The benefits of bioethanol gel whether universally or to a single country are as follows:

Reduction in Fossil fuel use

Air quality

Bioethanol gel can improve air quality by plummeting the emission of carbon monoxide (CO) sulfur dioxide and particulates (PM) when used for cooking.

Reduction in the emission of the greenhouse gases (GHGs) carbon dioxide and methane.

The replacement of fossil fuels like kerosene with biofuel can reduce significantly the production of carbon dioxide, and the use of bioethanol gel reduces methane emissions.

Toxicity

Bioethanol gels are less toxic than conventional fossil fuels for cooking, sulfur-free, and are easily biodegradable.

Production from waste

Peanut shell is used to make bioethanol gel in this study, which makes it inexpensive.

Agricultural benefits

Biofuel crops of all types will provide the rural economy with an alternative non-food crop and product market.

Reduction of fuel imports

By producing fuels in the country, imports will be reduced and the security of energy supply will be increased.

Infrastructure

No new infrastructure is required for the first- and second-generation liquid biofuels and some of the solid and gaseous biofuels.

Sustainability and renewability

Bioethanol gel is sustainable and renewable, as it are produced from plants and animals. (Scragg, 2009).

Bioethanol (either straight or jellified) can also be used in households for cooking as a substitute of wood, charcoal or kerosene and for lighting as a substitute of kerosene. Beyond its possible use as fuel, bioethanol can be produced for use in beverages and in a variety of industrial applications including cosmetics and pharmaceuticals. As a solvent for the pharmaceutical industry, bioethanol is useful for processing antibiotics, vaccines, tablets, pills, and vitamins. Bioethanol is used as a solvent in the manufacture of many other substances including paints, lacquer, and explosives.

Industrial bioethanol is used as a raw material for the production of vinegar and yeast, and similarly in chemical processing as a chemical intermediate. Even food products like extracts, flavourings, and glazes contain large amounts of alcohol. (Castro, 2007) Biofuels resulting from renewable feedstocks are environmentally friendly fuels.
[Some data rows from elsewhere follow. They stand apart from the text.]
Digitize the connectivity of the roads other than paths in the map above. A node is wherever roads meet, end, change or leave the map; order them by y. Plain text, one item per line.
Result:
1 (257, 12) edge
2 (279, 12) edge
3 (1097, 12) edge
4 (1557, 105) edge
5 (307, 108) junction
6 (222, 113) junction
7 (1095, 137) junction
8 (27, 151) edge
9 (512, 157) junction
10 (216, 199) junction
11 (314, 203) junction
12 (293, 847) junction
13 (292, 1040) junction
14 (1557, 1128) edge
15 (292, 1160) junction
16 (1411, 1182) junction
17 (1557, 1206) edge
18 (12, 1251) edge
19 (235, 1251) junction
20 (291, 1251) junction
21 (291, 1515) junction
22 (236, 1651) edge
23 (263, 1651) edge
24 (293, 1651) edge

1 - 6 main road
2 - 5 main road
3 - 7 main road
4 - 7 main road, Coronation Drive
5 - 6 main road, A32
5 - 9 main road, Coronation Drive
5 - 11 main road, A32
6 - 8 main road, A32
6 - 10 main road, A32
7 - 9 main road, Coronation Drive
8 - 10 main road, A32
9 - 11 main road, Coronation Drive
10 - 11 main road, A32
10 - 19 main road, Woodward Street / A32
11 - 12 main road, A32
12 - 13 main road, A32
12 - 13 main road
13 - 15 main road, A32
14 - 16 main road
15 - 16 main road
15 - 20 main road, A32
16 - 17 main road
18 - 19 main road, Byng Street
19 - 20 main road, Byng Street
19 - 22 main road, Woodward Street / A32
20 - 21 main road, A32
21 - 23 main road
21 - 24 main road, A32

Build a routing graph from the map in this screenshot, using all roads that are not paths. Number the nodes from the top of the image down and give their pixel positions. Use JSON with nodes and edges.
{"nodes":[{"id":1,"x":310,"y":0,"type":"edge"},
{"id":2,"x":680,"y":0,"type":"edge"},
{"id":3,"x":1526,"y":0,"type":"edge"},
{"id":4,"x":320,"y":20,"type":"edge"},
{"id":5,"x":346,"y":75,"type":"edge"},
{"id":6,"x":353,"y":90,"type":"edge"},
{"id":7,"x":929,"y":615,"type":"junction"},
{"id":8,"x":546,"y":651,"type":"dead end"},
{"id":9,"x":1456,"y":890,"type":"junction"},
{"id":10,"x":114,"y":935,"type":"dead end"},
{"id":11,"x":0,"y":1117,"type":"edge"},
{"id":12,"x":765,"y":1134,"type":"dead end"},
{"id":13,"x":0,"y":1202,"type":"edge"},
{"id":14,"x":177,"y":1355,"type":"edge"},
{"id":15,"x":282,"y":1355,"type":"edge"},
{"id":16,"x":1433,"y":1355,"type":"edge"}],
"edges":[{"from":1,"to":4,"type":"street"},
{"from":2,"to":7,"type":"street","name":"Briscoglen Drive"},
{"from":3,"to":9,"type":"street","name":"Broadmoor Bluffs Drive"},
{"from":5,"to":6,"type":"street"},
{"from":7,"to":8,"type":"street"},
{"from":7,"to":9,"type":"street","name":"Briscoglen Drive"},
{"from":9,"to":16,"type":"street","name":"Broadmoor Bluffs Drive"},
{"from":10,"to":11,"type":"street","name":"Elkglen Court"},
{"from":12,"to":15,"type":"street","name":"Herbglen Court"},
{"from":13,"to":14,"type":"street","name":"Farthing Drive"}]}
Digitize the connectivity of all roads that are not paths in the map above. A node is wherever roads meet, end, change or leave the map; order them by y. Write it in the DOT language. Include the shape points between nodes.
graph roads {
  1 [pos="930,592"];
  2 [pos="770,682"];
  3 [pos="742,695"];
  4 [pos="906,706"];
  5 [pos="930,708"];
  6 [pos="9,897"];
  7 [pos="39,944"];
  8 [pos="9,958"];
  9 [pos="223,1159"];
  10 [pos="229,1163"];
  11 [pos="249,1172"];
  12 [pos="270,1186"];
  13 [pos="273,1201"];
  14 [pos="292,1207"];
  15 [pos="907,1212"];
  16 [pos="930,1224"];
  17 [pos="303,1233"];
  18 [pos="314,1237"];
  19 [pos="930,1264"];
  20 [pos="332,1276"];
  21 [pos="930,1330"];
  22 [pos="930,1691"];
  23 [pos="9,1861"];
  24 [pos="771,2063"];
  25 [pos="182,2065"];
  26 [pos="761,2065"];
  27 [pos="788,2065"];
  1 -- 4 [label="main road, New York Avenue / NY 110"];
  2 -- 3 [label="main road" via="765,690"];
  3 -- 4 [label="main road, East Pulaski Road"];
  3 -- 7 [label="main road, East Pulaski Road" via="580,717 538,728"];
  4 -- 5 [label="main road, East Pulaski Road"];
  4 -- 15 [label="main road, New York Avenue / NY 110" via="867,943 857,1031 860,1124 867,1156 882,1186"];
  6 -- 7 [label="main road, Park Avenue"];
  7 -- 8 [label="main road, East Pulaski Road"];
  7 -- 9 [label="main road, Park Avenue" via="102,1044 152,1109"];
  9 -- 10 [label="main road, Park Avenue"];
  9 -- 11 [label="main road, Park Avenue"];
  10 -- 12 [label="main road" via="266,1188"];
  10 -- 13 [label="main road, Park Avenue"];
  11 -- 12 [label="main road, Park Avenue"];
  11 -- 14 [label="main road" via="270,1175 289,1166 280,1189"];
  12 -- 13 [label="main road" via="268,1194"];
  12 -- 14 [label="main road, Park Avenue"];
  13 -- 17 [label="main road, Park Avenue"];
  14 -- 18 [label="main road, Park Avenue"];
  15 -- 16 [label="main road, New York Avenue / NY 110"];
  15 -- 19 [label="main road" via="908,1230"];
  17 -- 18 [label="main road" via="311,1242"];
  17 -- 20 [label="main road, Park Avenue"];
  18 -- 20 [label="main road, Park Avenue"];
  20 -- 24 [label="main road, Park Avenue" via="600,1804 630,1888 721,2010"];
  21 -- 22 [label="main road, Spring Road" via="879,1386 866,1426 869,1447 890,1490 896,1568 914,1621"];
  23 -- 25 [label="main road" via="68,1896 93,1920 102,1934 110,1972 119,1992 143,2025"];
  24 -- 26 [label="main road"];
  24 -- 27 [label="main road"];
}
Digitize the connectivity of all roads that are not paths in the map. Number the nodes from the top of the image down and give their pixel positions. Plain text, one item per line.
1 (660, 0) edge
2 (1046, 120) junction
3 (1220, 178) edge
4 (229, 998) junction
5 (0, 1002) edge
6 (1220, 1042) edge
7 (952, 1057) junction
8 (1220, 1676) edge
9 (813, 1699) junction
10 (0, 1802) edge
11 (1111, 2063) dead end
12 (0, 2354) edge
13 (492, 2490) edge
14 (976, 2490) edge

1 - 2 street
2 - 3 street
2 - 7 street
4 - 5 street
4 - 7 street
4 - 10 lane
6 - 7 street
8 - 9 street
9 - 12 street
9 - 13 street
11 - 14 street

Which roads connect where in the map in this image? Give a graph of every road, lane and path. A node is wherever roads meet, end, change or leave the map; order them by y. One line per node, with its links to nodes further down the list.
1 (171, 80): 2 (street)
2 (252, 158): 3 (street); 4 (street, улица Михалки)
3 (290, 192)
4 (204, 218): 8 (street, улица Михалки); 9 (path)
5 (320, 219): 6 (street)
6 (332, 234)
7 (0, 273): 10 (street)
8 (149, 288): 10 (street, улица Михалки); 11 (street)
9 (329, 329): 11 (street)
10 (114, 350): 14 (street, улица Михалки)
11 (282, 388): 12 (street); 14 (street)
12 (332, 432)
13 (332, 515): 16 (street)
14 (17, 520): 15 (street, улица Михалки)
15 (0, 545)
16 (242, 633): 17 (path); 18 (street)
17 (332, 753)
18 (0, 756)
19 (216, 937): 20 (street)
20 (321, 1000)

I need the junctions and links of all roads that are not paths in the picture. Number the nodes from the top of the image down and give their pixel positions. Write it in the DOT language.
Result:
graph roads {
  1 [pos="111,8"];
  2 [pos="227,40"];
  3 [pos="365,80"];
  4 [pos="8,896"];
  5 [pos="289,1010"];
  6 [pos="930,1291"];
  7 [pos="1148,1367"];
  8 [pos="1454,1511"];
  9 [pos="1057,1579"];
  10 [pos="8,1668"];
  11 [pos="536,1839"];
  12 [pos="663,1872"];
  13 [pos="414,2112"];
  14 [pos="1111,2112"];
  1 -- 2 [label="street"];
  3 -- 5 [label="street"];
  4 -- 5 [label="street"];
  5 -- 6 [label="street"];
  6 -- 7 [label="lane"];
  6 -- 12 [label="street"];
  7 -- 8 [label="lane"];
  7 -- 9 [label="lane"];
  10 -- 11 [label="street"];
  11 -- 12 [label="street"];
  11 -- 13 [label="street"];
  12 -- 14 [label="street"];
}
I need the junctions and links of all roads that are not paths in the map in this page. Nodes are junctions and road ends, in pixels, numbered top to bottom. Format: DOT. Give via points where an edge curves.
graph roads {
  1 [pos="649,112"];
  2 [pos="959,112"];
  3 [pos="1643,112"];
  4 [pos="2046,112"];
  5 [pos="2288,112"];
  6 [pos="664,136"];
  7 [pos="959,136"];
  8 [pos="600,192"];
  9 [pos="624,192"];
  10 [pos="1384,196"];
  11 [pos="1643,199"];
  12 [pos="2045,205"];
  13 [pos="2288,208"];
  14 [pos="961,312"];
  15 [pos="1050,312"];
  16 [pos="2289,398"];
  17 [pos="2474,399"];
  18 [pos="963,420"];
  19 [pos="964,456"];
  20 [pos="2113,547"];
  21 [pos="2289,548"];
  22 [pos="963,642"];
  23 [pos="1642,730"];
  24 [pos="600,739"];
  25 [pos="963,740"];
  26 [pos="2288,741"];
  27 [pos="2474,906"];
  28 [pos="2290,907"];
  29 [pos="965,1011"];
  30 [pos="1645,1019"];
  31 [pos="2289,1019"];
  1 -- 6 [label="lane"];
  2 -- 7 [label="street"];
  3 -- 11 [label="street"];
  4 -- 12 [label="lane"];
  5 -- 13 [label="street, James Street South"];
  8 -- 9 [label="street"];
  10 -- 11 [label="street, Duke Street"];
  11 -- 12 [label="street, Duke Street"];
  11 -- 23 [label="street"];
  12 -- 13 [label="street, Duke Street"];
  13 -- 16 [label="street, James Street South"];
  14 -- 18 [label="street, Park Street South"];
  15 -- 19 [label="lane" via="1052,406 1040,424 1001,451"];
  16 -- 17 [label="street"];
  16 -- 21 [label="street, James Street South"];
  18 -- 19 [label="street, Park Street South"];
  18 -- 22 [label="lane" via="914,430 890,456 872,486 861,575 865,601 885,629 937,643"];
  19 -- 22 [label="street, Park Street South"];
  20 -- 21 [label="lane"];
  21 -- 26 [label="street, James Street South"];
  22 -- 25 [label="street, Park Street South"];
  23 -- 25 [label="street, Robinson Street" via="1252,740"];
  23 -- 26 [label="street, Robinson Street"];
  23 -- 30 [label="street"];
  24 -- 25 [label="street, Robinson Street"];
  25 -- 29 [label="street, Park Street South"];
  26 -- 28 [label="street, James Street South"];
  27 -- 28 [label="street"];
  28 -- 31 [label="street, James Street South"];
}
The successful development of bio-based fuel is expected to provide better energy security, benefit local and national economies by contributing to agricultural sectors, and progressively improve the local and global environments, among others. (Khanal, 2010)

Economic Benefits of Biofuels

The successful creation of a bio-based economy has a potential of creating local jobs and improving the rural economy. Various entities likely to benefit from the successful development of biorefinery would be the rural farmers and the co-operatives run by the farmers, industries involved in agricultural equipment, facility design, and fabrication, Bioethanol production and use has spread to every corner of the globe. As anxieties over petroleum supplies and global warming continue to grow, more nations are looking to bioethanol and renewable fuels as a way to counter oil dependency and environmental impacts. Increased production and use of bioethanol have also led to a growing international trade for the renewable fuel. The increased trade of bioethanol around the world is helping to open up new markets for all sources of bioethanol. (Brajpai, 2013)

Cellulosic Hydrolysis, could provide much higher positive energy ratios of 2 to 3 times more energy in the bioethanol produced than energy input. (Castro, 2007) Bioethanol gel has several advantages compared to straight bioethanol: one cannot drink it, it is easier and less dangerous to store, sell and transport, and it is less likely to have fire in the home because if the stove falls the burning gel does not spread. (Castro, 2007).